===== Input data
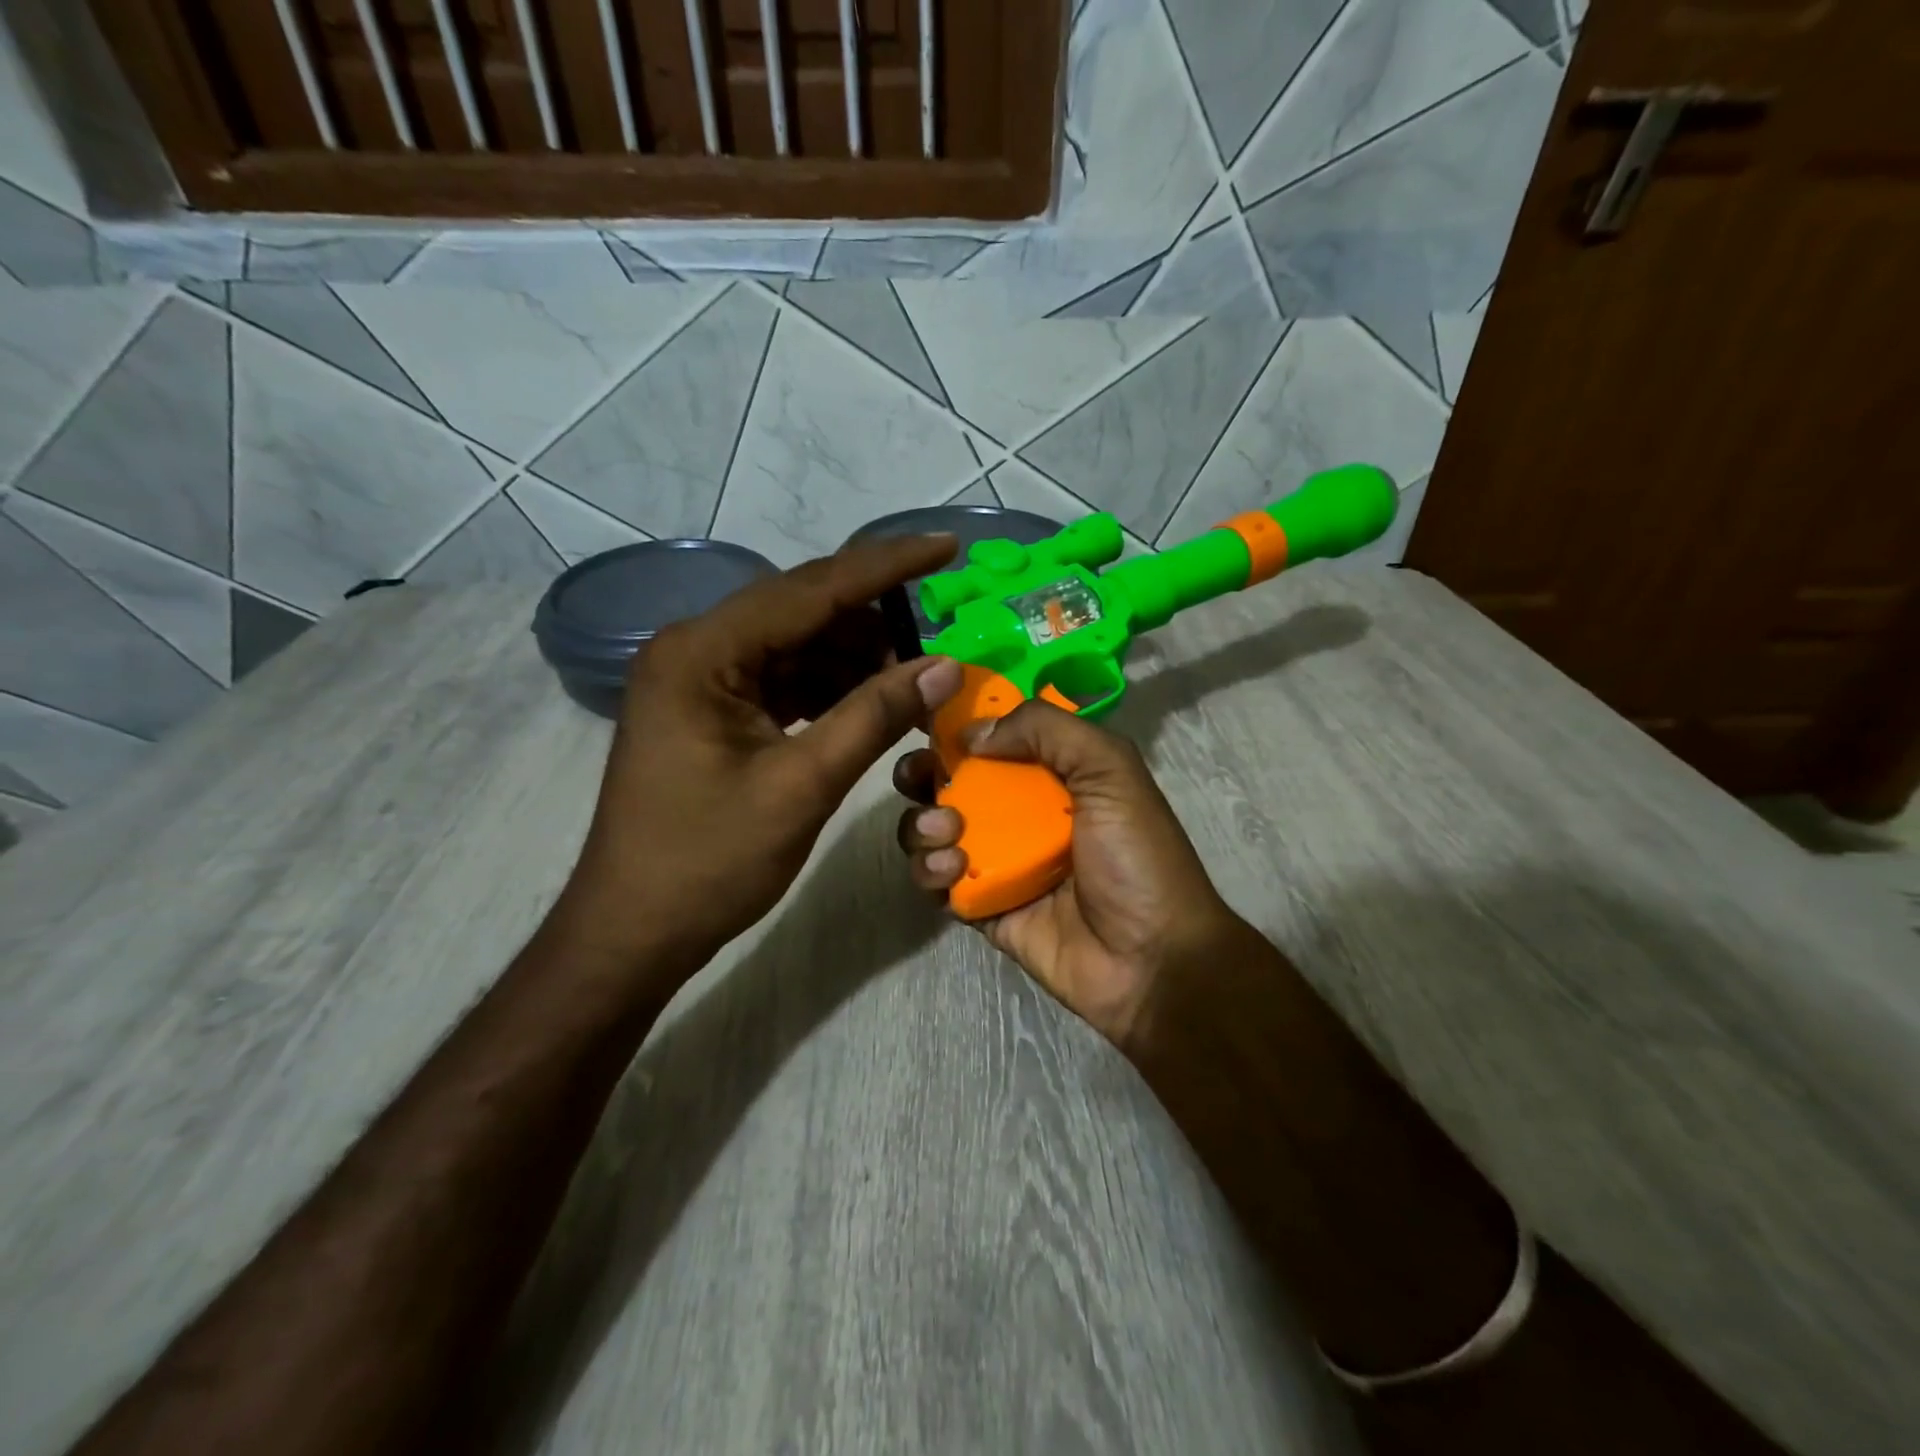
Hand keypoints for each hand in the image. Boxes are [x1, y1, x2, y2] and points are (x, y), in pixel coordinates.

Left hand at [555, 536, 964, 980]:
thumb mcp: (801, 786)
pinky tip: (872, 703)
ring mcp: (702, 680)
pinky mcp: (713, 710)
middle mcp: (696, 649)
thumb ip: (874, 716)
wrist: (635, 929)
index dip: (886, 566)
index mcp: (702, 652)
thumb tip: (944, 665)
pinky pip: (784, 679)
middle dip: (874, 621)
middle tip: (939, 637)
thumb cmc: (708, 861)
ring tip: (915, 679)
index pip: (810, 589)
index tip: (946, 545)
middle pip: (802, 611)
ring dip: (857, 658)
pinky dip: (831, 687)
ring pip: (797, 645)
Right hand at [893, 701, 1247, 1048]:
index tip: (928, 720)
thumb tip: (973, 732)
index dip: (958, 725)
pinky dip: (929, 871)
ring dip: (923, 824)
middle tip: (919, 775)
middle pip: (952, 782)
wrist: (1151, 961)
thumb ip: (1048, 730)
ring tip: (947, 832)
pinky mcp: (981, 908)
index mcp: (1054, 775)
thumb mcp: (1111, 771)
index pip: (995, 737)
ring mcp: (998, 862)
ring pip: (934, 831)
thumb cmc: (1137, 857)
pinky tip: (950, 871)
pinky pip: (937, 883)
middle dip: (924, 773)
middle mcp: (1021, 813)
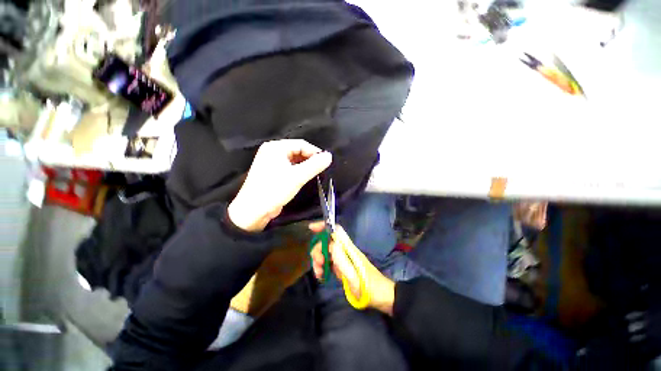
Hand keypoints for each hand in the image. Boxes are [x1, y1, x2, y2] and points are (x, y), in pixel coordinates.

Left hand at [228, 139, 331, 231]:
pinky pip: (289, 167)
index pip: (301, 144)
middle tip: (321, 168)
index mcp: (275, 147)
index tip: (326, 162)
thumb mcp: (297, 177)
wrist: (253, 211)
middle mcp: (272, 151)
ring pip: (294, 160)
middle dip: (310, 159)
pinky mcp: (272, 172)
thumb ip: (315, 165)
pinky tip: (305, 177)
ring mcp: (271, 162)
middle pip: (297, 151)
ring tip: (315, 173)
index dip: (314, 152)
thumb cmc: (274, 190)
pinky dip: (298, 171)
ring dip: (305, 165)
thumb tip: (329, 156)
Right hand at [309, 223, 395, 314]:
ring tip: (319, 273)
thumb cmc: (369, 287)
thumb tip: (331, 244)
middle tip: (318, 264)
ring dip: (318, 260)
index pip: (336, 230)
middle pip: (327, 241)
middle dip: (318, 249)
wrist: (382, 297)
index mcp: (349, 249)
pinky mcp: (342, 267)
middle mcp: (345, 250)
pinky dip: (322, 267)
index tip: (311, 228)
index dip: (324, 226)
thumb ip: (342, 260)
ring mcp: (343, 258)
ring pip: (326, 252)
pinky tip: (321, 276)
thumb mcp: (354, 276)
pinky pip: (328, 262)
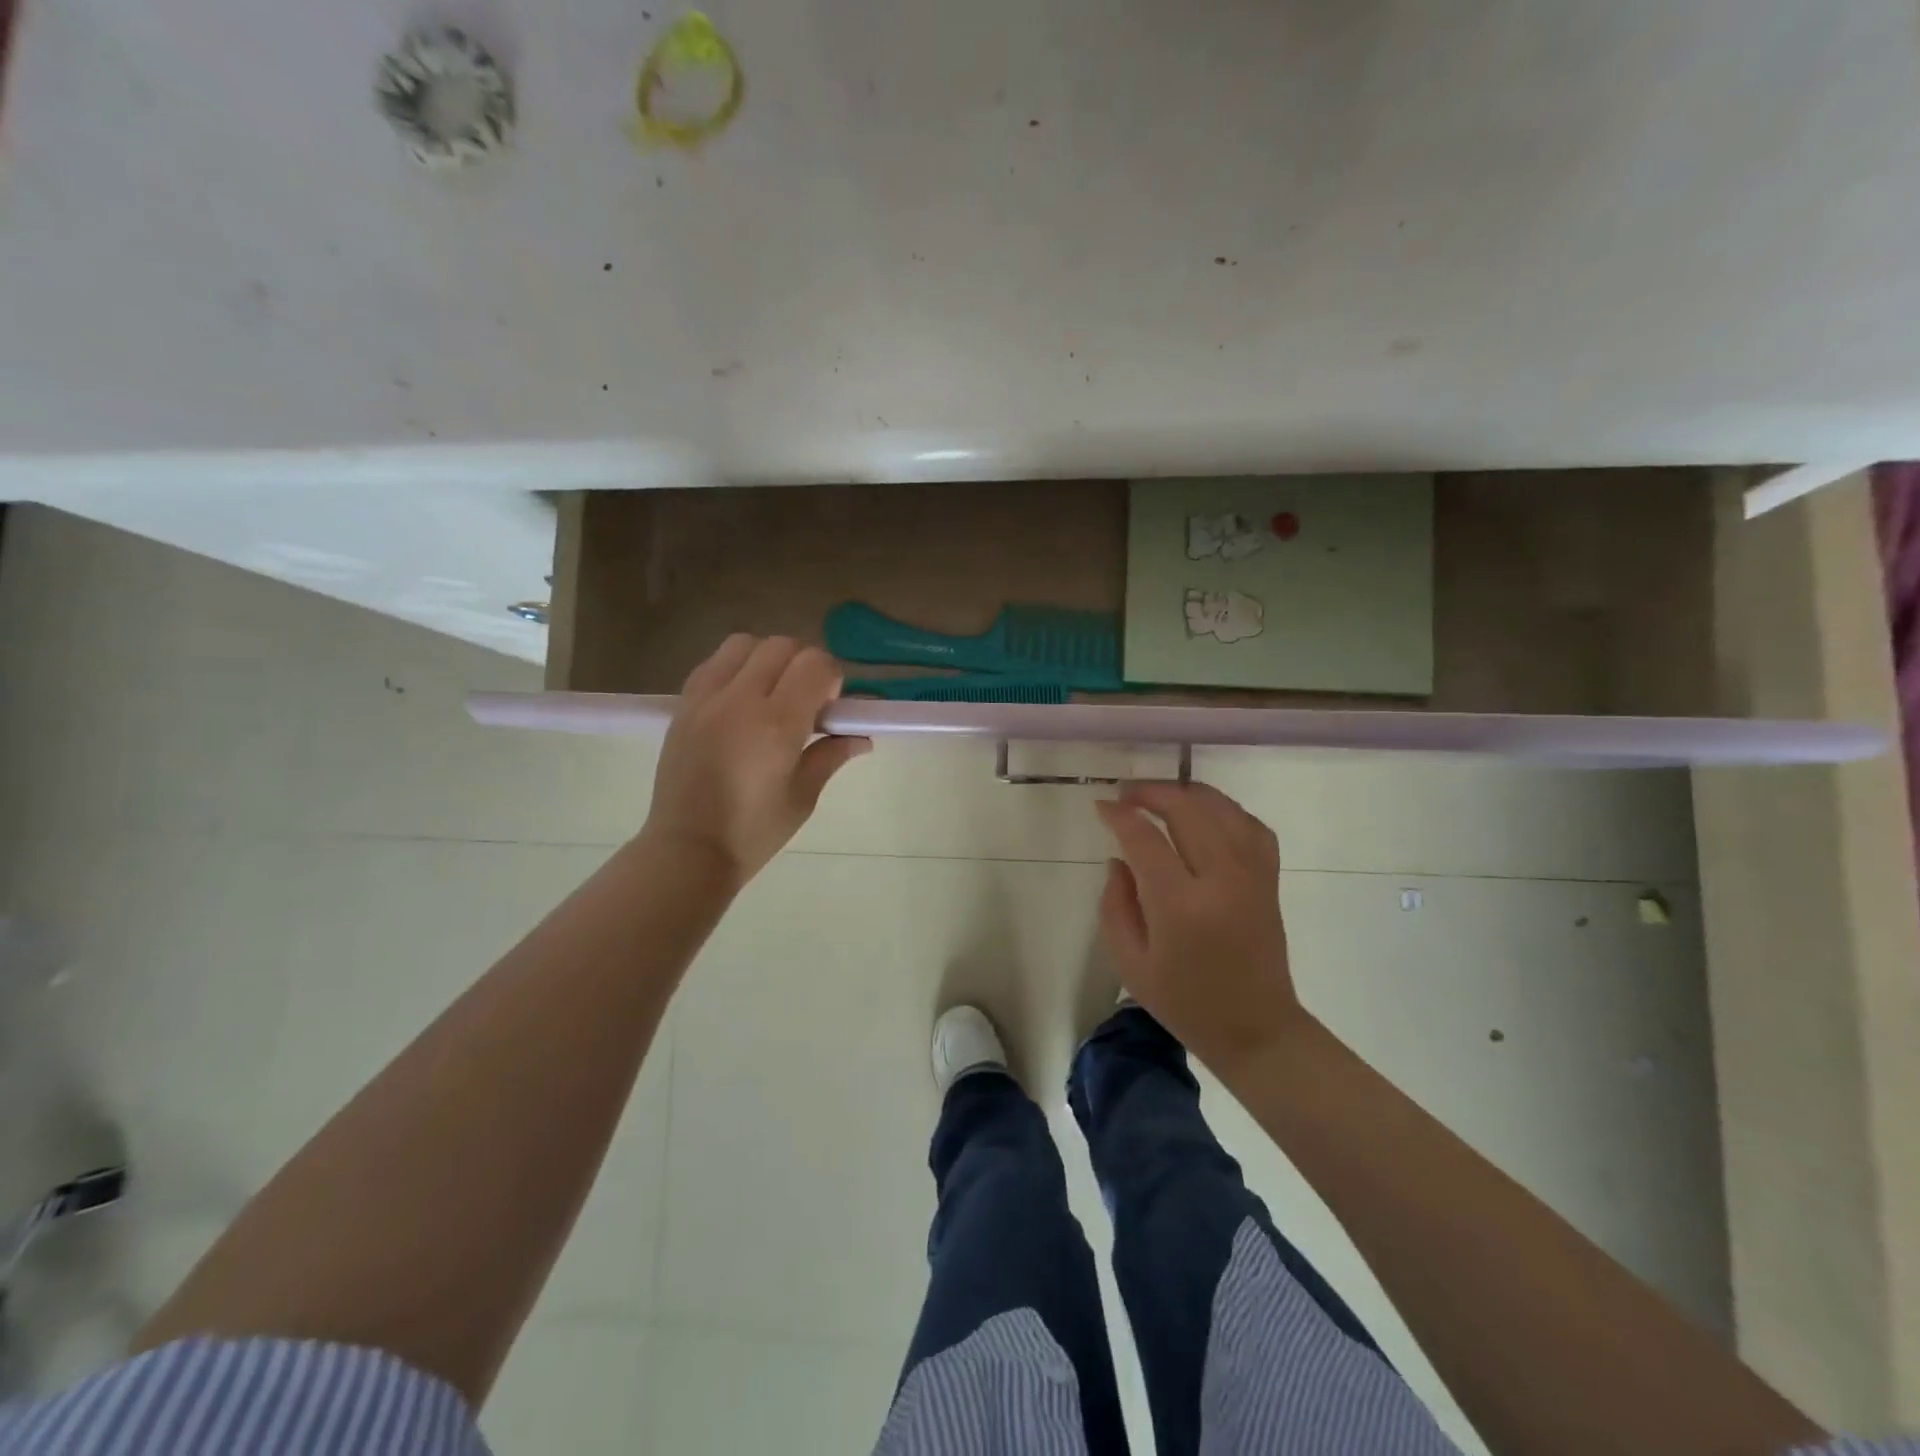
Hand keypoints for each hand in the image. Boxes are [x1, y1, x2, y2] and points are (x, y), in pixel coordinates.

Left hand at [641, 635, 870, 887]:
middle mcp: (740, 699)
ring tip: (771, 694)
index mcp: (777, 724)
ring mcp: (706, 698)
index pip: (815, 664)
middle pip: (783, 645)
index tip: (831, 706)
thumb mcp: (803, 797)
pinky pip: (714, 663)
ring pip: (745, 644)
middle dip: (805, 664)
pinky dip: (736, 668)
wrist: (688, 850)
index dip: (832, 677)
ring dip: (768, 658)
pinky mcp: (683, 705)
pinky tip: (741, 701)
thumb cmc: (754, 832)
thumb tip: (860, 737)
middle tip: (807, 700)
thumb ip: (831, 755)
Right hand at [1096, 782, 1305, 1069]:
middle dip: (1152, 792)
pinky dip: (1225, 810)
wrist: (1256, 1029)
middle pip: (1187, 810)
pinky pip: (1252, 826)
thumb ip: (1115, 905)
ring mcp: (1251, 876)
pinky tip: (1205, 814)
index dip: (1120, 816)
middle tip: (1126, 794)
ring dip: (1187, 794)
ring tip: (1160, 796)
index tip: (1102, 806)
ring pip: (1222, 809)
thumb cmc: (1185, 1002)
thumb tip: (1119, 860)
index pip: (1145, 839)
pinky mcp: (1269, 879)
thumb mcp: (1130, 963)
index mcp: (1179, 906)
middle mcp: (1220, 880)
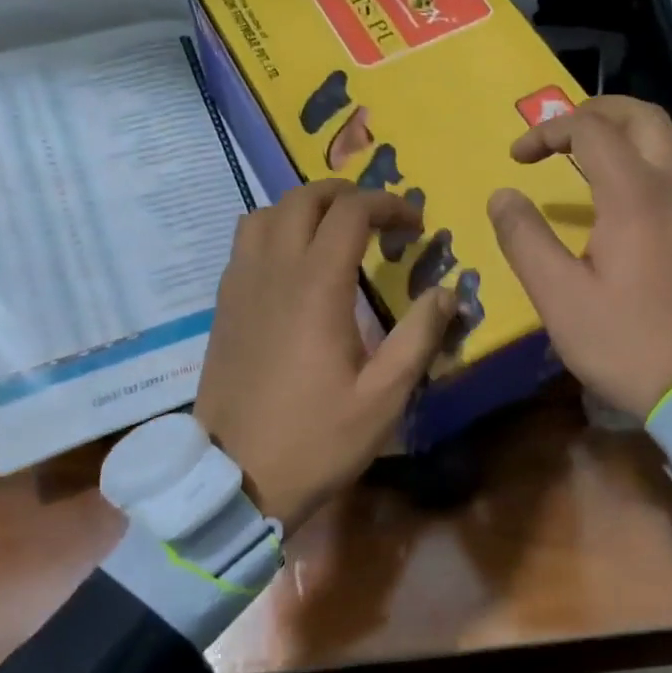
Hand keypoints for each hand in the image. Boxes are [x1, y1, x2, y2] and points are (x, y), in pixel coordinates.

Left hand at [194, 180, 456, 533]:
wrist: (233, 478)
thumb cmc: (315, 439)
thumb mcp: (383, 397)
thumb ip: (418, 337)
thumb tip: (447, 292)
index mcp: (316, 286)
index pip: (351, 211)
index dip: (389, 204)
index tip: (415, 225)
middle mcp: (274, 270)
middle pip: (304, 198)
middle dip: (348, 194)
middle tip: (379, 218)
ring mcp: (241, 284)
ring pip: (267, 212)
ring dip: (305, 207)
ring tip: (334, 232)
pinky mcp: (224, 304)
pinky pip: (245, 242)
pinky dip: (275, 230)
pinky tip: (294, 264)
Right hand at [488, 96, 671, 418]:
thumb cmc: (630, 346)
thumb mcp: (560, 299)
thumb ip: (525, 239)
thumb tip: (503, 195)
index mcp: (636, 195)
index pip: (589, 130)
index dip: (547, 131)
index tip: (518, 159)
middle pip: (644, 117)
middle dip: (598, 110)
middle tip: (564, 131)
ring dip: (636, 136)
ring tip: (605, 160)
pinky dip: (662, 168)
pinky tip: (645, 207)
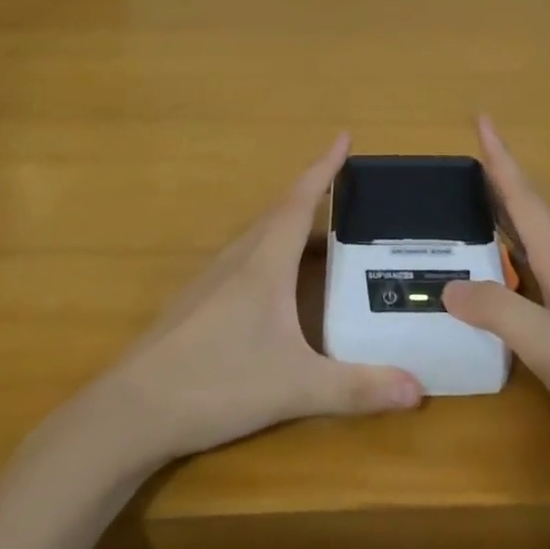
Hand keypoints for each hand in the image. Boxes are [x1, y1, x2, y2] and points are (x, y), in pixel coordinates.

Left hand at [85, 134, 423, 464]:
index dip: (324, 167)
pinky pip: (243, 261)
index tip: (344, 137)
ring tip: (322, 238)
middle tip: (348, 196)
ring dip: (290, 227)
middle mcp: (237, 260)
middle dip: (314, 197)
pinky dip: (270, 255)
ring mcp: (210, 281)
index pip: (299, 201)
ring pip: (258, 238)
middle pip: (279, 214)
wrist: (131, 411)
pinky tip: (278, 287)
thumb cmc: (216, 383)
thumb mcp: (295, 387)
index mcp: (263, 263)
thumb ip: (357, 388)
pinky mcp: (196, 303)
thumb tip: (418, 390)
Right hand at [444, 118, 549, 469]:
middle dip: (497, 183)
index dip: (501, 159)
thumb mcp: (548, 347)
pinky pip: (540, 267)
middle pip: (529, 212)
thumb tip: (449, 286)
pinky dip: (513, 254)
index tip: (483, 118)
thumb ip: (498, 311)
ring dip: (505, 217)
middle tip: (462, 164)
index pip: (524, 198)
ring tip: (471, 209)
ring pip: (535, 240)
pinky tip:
==========
### About this exercise
Please give an exact copy of the lines above, beginning with the line containing "index pip: (301, 144)" and running through the line containing "index dip: (314, 152)", and of no other lines.

### Written solution
index pip: (301, 144)
middle tip: (321, 168)
index mcp: (275, 147)
index tip: (326, 162)
thumb mcp: (297, 177)
wrist: (253, 211)
middle mcp: (272, 151)
ring pip: (294, 160)
middle dip: (310, 159)
pinky mcp: (272, 172)
thumb ip: (315, 165)
pinky tip: (305, 177)
ring mcp: (271, 162)
middle pip: (297, 151)
ring tip: (315, 173)
index dip: (314, 152)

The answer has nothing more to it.